Does the description disclose side effects, auth requirements, rate limits, or destructive behavior?

With no annotations provided, the description carries the full burden of behavioral disclosure but only states what data is retrieved ('rules, syntax, preferences'). It fails to disclose whether this is a safe/idempotent read operation, error handling behavior, or whether the context is cached or real-time.

Agents need to know what a tool does to the world before calling it. Descriptions should go beyond structured annotations to explain consequences.

Conciseness4/5

Is the description appropriately sized, front-loaded, and free of redundancy?

Single sentence that is front-loaded with the action verb and contains no redundant or wasted words. Efficiently structured, though the brevity contributes to gaps in behavioral transparency and usage guidelines.

Shorter descriptions cost fewer tokens and are easier for agents to parse. Every sentence should earn its place.

Completeness3/5

Given the tool's complexity, does the description cover enough for an agent to succeed on first attempt?

For a single-parameter tool with 100% schema coverage, the description adequately covers the basic invocation contract. However, given the lack of annotations and output schema, it should ideally describe the return format (structured vs. text) and error scenarios to be fully complete.

Complex tools with many parameters or behaviors need more documentation. Simple tools need less. This dimension scales expectations accordingly.

Parameters3/5

Does the description clarify parameter syntax, constraints, interactions, or defaults beyond what the schema provides?

Schema description coverage is 100% with a well-documented 'tool_name' parameter including examples. The description mentions 'specific tool' which aligns with the parameter, but adds no additional semantic context about valid formats or validation beyond what the schema already provides. Baseline 3 appropriate for high schema coverage.

Input schemas describe structure but not intent. Descriptions should explain non-obvious parameter relationships and valid value ranges.

Purpose4/5

Does the description clearly state what the tool does and how it differs from similar tools?

The description uses a specific verb ('Get') and clearly identifies the resource ('complete context') and its components ('rules, syntax, preferences'). It implicitly distinguishes from sibling 'get_syntax_rules' by promising 'complete' context versus likely narrower syntax-only retrieval, though it doesn't explicitly name siblings.

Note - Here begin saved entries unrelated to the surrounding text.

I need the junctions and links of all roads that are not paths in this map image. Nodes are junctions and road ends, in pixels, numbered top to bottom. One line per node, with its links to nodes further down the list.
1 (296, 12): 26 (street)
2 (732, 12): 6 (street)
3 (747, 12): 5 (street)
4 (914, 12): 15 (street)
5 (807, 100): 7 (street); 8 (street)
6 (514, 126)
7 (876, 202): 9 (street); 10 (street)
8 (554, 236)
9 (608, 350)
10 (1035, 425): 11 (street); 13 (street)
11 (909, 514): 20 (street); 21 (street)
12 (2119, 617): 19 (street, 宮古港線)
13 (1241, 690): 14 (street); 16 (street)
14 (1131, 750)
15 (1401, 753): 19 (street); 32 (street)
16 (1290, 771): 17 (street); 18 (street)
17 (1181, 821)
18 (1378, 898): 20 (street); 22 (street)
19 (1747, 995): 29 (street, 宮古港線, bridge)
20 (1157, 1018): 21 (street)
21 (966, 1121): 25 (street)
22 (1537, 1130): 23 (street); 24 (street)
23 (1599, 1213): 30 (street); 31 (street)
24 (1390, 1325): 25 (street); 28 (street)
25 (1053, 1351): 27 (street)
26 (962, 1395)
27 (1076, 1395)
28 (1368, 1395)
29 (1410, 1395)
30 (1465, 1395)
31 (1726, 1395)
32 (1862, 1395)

Agents choose between tools based on descriptions. A clear purpose with a specific verb and resource helps agents select the right tool.

Usage Guidelines2/5

Does the description explain when to use this tool, when not to, or what alternatives exist?

No guidance provided on when to use this versus siblings like 'get_syntax_rules' or 'list_available_contexts'. The agent must infer from the name alone that this retrieves detailed context for a specific tool rather than listing available ones or getting only syntax rules.

Agents often have multiple tools that could apply. Explicit usage guidance like "use X instead of Y when Z" prevents misuse.